Proving UTXO Sum Validity for Mass Exits

This is an edited copy/paste from omisego/research.

It seems like it’ll be necessary for the user that submits a mass exit to attach a summation of the value of all referenced UTXOs. For example, if exiting UTXOs worth (10 ETH, 20 ETH, 15 ETH), then the user will also attach the value “45 ETH” in some way. When the mass exit processes, this sum will be “reserved” for mass exit to be processed on a per-UTXO basis later. This is necessary so that invalid exits that process after 2 weeks can’t steal money while the mass exit is still being processed.

Unfortunately, it isn’t easy to prove that this summation is valid. The above user might attach “50 ETH”, which would obviously be invalid. We don’t want users to be able to steal money in this manner.

One possible solution to this problem is a sum Merkle tree of sorts. Each leaf node in the tree would contain the tuple (utxo_value, total_sum), where total_sum represents the sum of all leaf nodes to the left of this node, inclusive of the node itself. For example, if the UTXO values are 10 ETH, 20 ETH, 15 ETH, then the leaf nodes would be (10, 10), (20, 30), (15, 45).

These leaves would be Merklized and the final sum + tree root would be published along with the mass exit. The tree could be challenged in a TrueBit-esque game where two users iterate down the tree until they find the first leaf node at which they disagree. They reveal this node as well as the leaf node to the left of this node. The root chain makes a calculation to determine which party is correct (left_total_sum + right_utxo_value = right_total_sum).

Note that this requires log(n) transactions to the root-chain in the worst case, which is not ideal. This may be way too many back-and-forth responses for the average user, although we might not consider mass-exit submitters to be average users (?). We could trivially prove fraud in 1 O(n)-sized transaction by revealing the entire UTXO set, but this is almost definitely too big. It may be possible to construct more concise proofs, but I haven’t figured out anything better (yet).
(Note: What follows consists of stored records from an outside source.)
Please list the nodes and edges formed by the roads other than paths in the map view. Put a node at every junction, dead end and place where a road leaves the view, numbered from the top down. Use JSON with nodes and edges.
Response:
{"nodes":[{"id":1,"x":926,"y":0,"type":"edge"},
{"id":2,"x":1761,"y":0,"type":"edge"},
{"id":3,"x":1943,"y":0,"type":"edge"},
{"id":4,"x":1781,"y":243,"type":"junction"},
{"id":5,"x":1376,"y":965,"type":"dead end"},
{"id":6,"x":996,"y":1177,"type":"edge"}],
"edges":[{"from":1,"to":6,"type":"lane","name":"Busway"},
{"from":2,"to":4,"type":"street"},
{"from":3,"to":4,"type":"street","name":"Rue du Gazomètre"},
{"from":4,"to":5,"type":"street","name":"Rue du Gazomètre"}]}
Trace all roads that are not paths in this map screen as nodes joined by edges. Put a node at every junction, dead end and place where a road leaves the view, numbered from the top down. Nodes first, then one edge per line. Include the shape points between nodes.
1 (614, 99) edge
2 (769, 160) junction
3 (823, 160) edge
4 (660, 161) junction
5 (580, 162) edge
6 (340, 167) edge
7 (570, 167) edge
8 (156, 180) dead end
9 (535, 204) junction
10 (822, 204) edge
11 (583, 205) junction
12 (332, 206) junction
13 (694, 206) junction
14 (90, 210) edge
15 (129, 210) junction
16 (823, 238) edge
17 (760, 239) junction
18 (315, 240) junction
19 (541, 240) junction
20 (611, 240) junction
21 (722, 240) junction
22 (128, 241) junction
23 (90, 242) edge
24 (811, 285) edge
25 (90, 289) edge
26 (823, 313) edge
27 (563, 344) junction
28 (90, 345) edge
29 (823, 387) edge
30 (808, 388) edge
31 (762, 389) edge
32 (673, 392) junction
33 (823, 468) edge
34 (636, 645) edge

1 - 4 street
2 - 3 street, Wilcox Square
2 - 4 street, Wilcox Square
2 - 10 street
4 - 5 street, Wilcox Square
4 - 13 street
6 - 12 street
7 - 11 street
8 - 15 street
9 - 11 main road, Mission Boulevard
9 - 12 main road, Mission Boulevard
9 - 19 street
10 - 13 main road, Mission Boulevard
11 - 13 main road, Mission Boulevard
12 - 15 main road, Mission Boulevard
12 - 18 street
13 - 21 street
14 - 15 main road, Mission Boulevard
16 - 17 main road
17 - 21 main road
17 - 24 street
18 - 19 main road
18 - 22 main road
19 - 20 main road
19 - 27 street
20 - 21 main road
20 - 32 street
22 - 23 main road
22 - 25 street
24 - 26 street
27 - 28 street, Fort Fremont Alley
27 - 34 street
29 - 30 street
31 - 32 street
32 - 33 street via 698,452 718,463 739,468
I’d love to know if research on this topic has been done before.

I don’t think this will work in vanilla plasma because if the last unavailable block is challenged, no one has any way of knowing whether the UTXO sum corresponds to the UTXOs from the bitfield. However, it would be possible to do this if UTXOs were indivisible, i.e. each UTXO has one input and one output.

I had a similar idea for sum trees a while back for mass withdrawals in plasma cash, where this ought to be possible because each bit in the bit-field is linked to a single coin.

To clarify, we would also add a “UTXO tree” to each block, so it should be clear if the sum is correct. Each mass exit would point to a specific UTXO tree, the bitfield would be over this tree instead of over all outputs. The UTXO tree is consensus crtical, so a withheld tree forces all users to exit.

This UTXO tree construction makes the bitfield more efficient, but we can also request the operator perform more interesting aggregations (like an aggregations of UTXOs for a specific address). This should be scriptable.

The bitfield/sum is deterministic from the UTXO tree, so either the tree is available and the sum can be challenged, or the tree is unavailable and everyone must exit (fine b/c time-wise priority).

Do the withdrawals also contain the entire UTXO tree? If yes, it should work, if not it seems unworkable.

Withdrawals only contain the reference to the tree (block #), a bitfield, and a sum/sum tree root. The root of the UTXO tree is stored with each block.

Then an operator can grief?

How do you deal with the withdrawals from the latest block which is unavailable? No challenger can tell whether the amount withdrawn is or is not equal to the sum of the UTXO amounts as specified by the bitfield.

I suppose one way could be to use a randomly drawn committee to attest to the data-availability of mass withdrawals.

This is fine in Plasma MVP, right? The sum can’t be challenged, but every well-behaved user will exit and be processed before the mass exit is processed. Note that the mass exit can be given a priority equal to something like the last possible transaction in the specified block #.

Good question. I think it’s ok in Plasma because according to this, for every UTXO you try to exit with, you provide a Merkle proof that proves the UTXO referenced was included in some Plasma block.

I think using data availability solutions is definitely the way to go for mass exits.

I’m inclined to agree, although I think it reduces the security to the security of the mechanism that determines availability. Maybe we just have one well-secured (delphi-like) mechansim to attest to data availability and allow it as a plug-in for Plasma chains comfortable with it.